Take the entries below and print, exactly, the stretch from the line containing "middle dip: (1770, 1081)" through the line containing "middle mcp: (1800, 1212)", both included.
[[ Input records open ]]
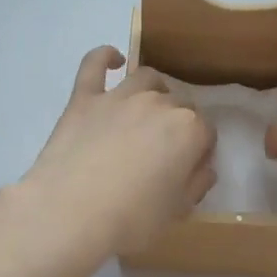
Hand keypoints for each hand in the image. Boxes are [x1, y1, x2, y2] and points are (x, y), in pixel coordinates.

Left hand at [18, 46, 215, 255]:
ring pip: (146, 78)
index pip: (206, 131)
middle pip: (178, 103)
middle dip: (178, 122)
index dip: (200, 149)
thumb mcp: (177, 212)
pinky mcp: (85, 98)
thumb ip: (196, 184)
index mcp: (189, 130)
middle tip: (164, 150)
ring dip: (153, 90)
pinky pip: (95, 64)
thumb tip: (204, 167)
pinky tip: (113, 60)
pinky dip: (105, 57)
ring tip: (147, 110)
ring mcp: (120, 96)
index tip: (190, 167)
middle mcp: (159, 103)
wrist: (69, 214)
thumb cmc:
[[ Input records closed ]]
[[ Input records open ]]
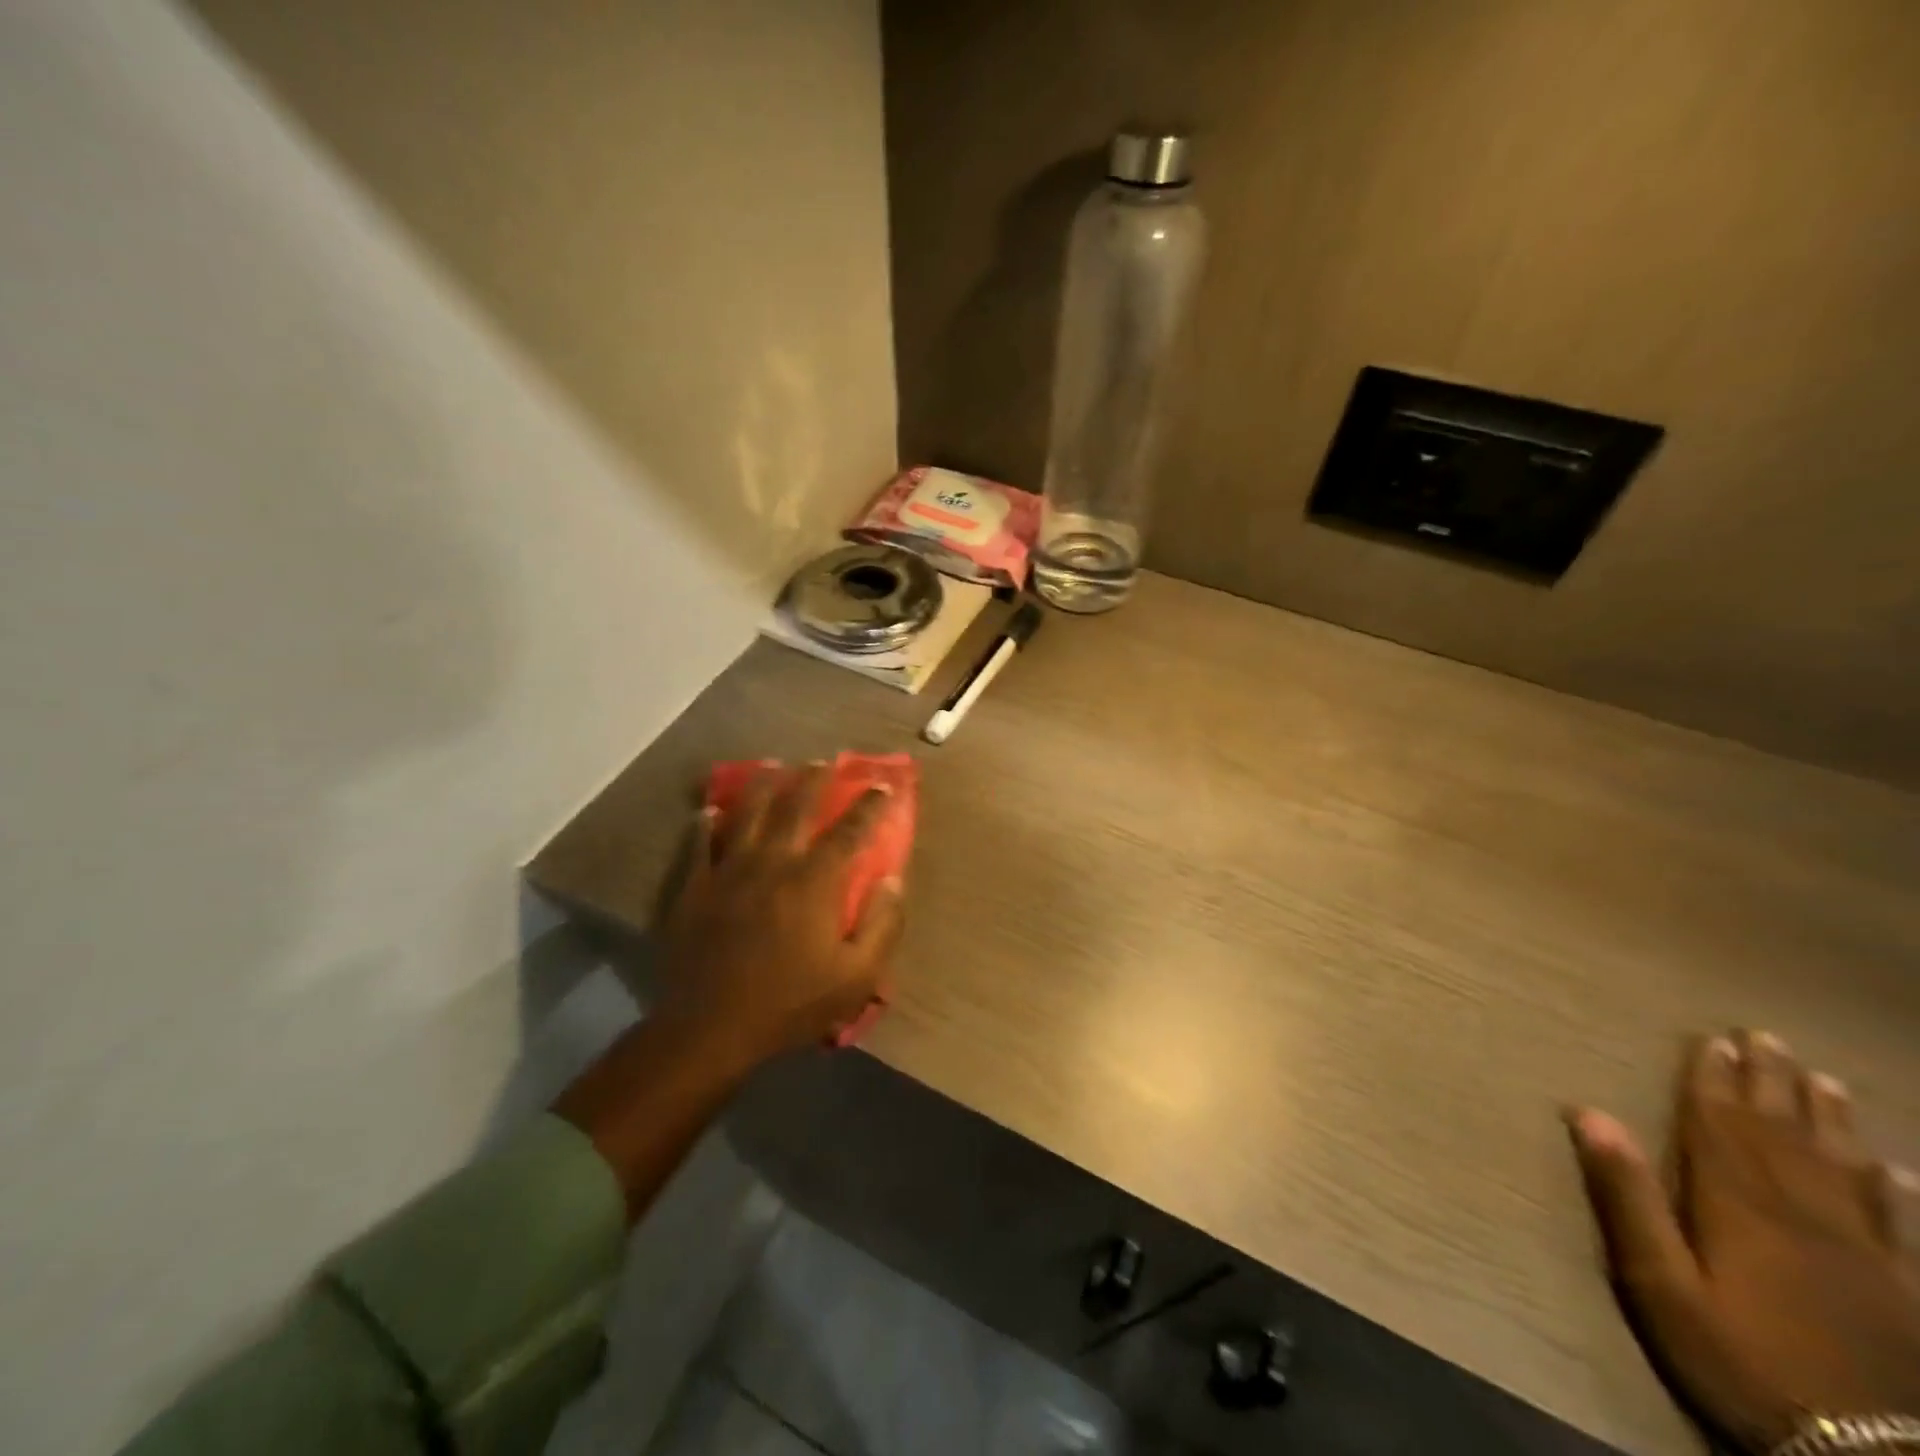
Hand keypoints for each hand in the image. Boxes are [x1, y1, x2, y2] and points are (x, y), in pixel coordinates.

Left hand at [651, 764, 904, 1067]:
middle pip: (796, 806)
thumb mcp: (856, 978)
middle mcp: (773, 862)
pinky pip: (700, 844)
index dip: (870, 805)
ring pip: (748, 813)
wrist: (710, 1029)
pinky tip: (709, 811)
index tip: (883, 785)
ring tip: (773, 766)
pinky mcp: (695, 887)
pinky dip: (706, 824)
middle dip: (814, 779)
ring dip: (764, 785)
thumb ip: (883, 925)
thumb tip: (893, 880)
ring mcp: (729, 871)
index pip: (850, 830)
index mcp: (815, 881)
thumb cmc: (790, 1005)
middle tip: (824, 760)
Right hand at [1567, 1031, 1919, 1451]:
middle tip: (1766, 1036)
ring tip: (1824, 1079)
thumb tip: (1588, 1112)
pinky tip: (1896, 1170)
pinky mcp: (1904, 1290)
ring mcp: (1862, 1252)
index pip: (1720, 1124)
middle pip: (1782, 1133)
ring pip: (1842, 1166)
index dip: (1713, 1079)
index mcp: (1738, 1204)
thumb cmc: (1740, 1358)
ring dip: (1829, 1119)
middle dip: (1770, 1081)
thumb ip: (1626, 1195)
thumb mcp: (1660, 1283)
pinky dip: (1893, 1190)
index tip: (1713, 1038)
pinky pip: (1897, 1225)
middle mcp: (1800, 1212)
[[ Input records closed ]]
- **Your response**
middle dip: (1770, 1081)
thumb ip: (1626, 1195)
thumb mcp: (1660, 1283)
pinky dip: (1893, 1190)
index tip: (1713, 1038)
pinky pip: (1897, 1225)
middle mcp: (1800, 1212)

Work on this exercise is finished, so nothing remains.